Zhuhai Blue Ocean Aims to Raise $1 Billion in Hong Kong IPO

(WSJ) Chinese hospital-investment firm Zhuhai Blue Ocean Strategy Medical Co. plans to raise about US$1 billion in a Hong Kong initial public offering in the third quarter, people familiar with the situation said, making it the latest company to tap into rising demand for better health care among China’s growing middle class.

The Guangdong province-based hospital operator and investor plans to submit an application for listing approval to Hong Kong’s stock exchange in June, the people said. In Hong Kong, companies that want to list need to get approval from the city’s stock exchange before going public. If it lists this year, it will add to the billions of dollars expected to be raised in Hong Kong IPOs this year by Chinese companies, including brokerage HTSC and Chinese conglomerate Legend Holdings Corp.

Zhuhai Blue Ocean has hired Goldman Sachs Group Inc. and China International Capital Corp. to handle the listing, the people said.

Zhuhai Blue Ocean couldn’t be immediately reached for comment.

Founded in 2010, the private company provides hospital management services and has formed business partnerships with over 300 hospitals across 200 cities including Beijing, Guangdong and Chongqing, according to its website.

Zhuhai Blue’s listing comes amid an increasing push by Beijing to have more private investors participate in improving medical services in China, which is struggling to cope with a population that is both urbanizing and aging.

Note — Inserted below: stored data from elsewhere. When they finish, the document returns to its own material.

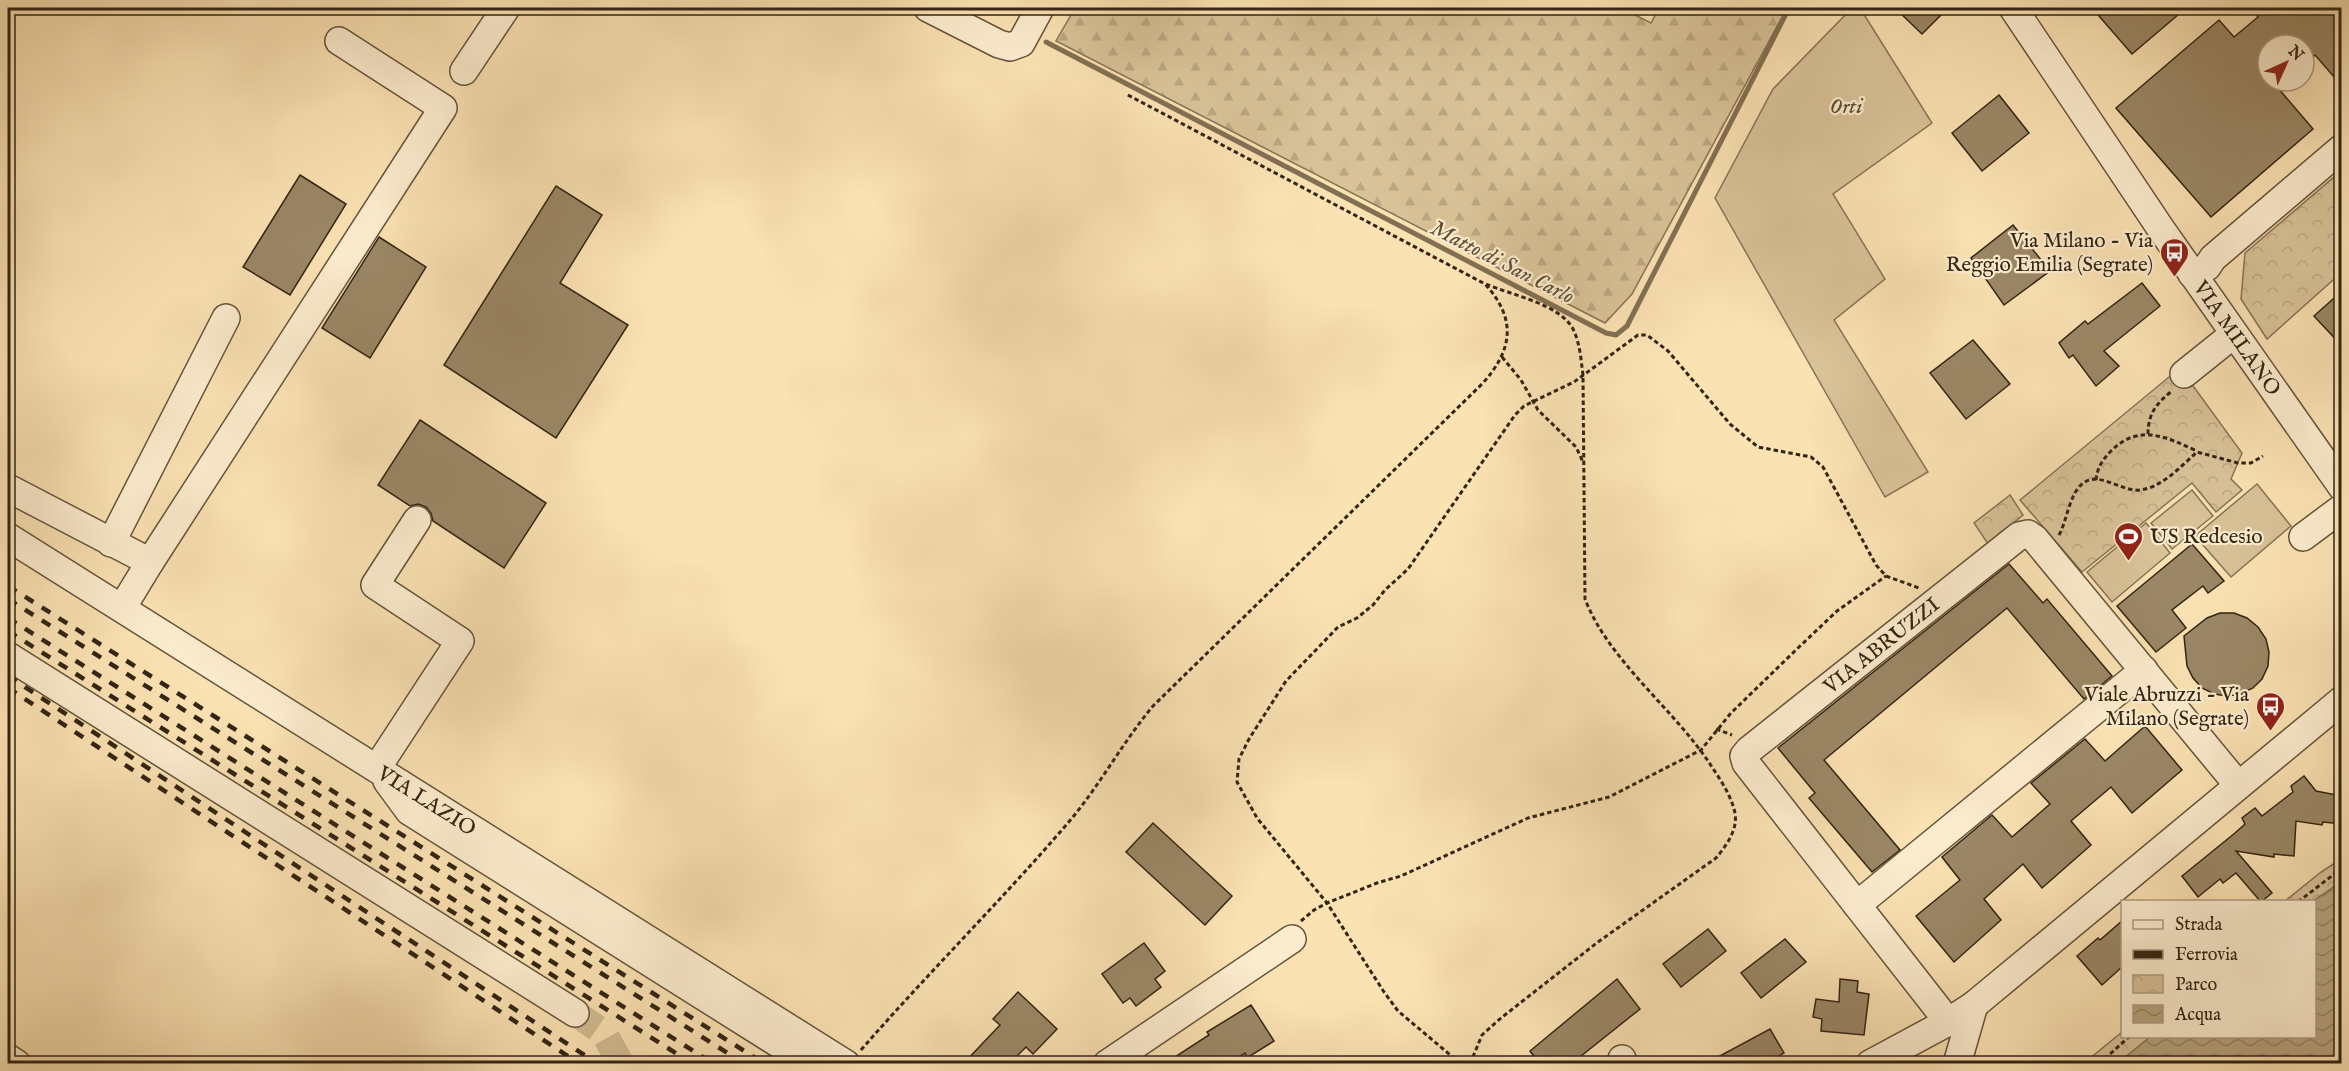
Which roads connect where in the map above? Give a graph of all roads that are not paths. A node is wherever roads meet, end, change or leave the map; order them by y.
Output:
1 (506, 8) edge
2 (928, 8) edge
3 (1040, 8) edge
4 (2013, 8) edge
5 (339, 41) dead end
6 (464, 71) dead end
7 (2342, 148) edge
8 (2192, 274) junction
9 (226, 318) dead end
10 (2234, 334) junction
11 (2190, 369) road end
12 (2342, 487) edge
13 (8, 488) edge
14 (2342, 507) edge
15 (417, 520) dead end
16 (8, 537) edge
17 (2303, 537) dead end
18 (111, 543) junction
19 (150, 562) junction
20 (122, 609) junction
21 (8, 656) edge
22 (2144, 670) junction
23 (2342, 700) edge
24 (377, 768) junction
25 (2238, 785) junction
26 (1857, 905) junction
27 (1292, 939) road end
28 (1974, 1005) junction
29 (575, 1013) tunnel mouth
30 (1946, 1023) junction
31 (8, 1058) edge
32 (851, 1059) edge
33 (17, 1064) edge
34 (811, 1064) edge
35 (1107, 1064) edge
36 (1870, 1064) edge
37 (1957, 1064) edge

China’s private-hospital market is still at an early stage compared with those of developed countries such as the U.S., where insurance coverage is more advanced. Beijing aims to increase the proportion of beds in private hospitals to 20% of the total in 2015 from only 13% in 2010.

Private hospital revenues in China could grow at a compound annual growth rate of 20% to reach 252 billion yuan ($40.6 billion) in 2017 from 121 billion yuan in 2013, according to estimates from the consulting firm Frost & Sullivan.

Such forecasts are already driving foreign investor interest in China’s healthcare system. Shanghai Fosun Pharmaceutical Group Co. , a drugmaker owned by Shanghai’s Fosun conglomerate, and private equity firm TPG Capitalbought Chindex International Inc., which provides healthcare services in China through the United Family Healthcare network, for around $400 million last year.

Phoenix Healthcare Group Co, which owns 12 hospitals in China, raised US$220 million in a Hong Kong IPO in November 2013. The company said earlier this year that it had a goal of adding more than 6,500 beds in the next two to three years, from the current 3,390. Its shares have nearly doubled since they listed.